@ganymede said in World of Darkness -- Alternative Settings:
I don't think you can compare FS3 and WoD Combat for many reasons. The biggest one is FS3's lack of "initiative"; everyone goes at the same time, and the combat engine takes the pre-set "preferences" indicated by each player (weapon used, target, attack-type, etc.) and finds the results lickety-split. In WoD, each person gets a turn in sequence, and, unless that person is actively engaged, they aren't always going to do this quickly; even if each player took 5 minutes to choose their action, roll for it, and pose, a 6-person combat moves at the glacial speed of 30 minutes per turn.
FS3 has initiative, it's just handled under the hood. It all comes down to how you view initiative. If you view it as "I get to wait to see what you do AND whether you succeed before I even pick my action" then yeah - it is going to be serial by necessity.

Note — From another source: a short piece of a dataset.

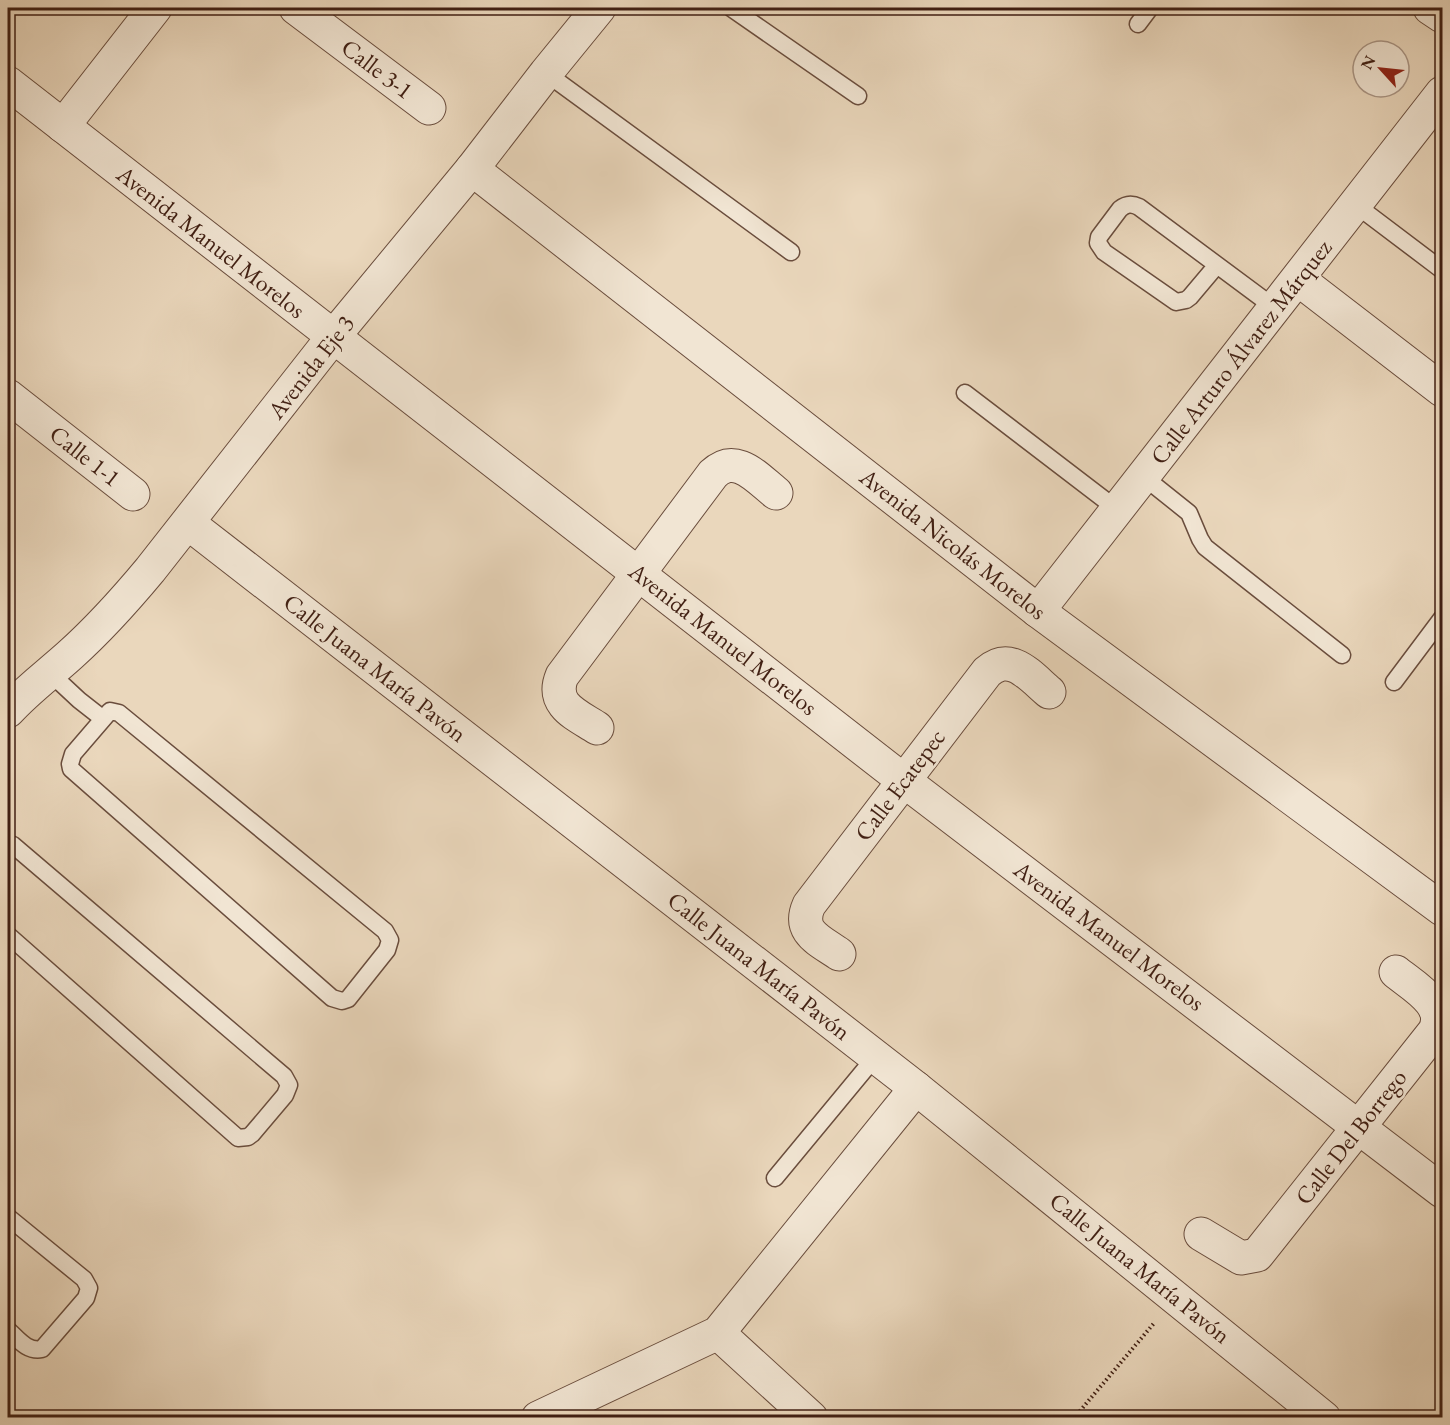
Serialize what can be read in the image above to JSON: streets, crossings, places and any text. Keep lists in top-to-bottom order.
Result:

But that's a design choice. You could just as easily say that declaring actions happens in parallel because your decision to act is unaffected by anyone else's decision to act.
Then you have what I believe someone else suggested a bit ago:
- Declaration phase (in parallel)
- Resolution phase (GM-handled, in initiative order; GM spits out the results)
- Pose phase (in parallel, which can happen alongside the declaration phase in subsequent turns)
None of this is FS3-specific. It can work for any RPG system as long as you're willing to make declarations happen in parallel.
And if you're not? Well... then you get 8 hour long combat scenes. But why do that to yourselves???
Side note: FS3's code makes declarations public because it's meant for co-op PvE. But you could have people page the GM if it's PvP and you're worried about somebody cheating by seeing someone else's action first.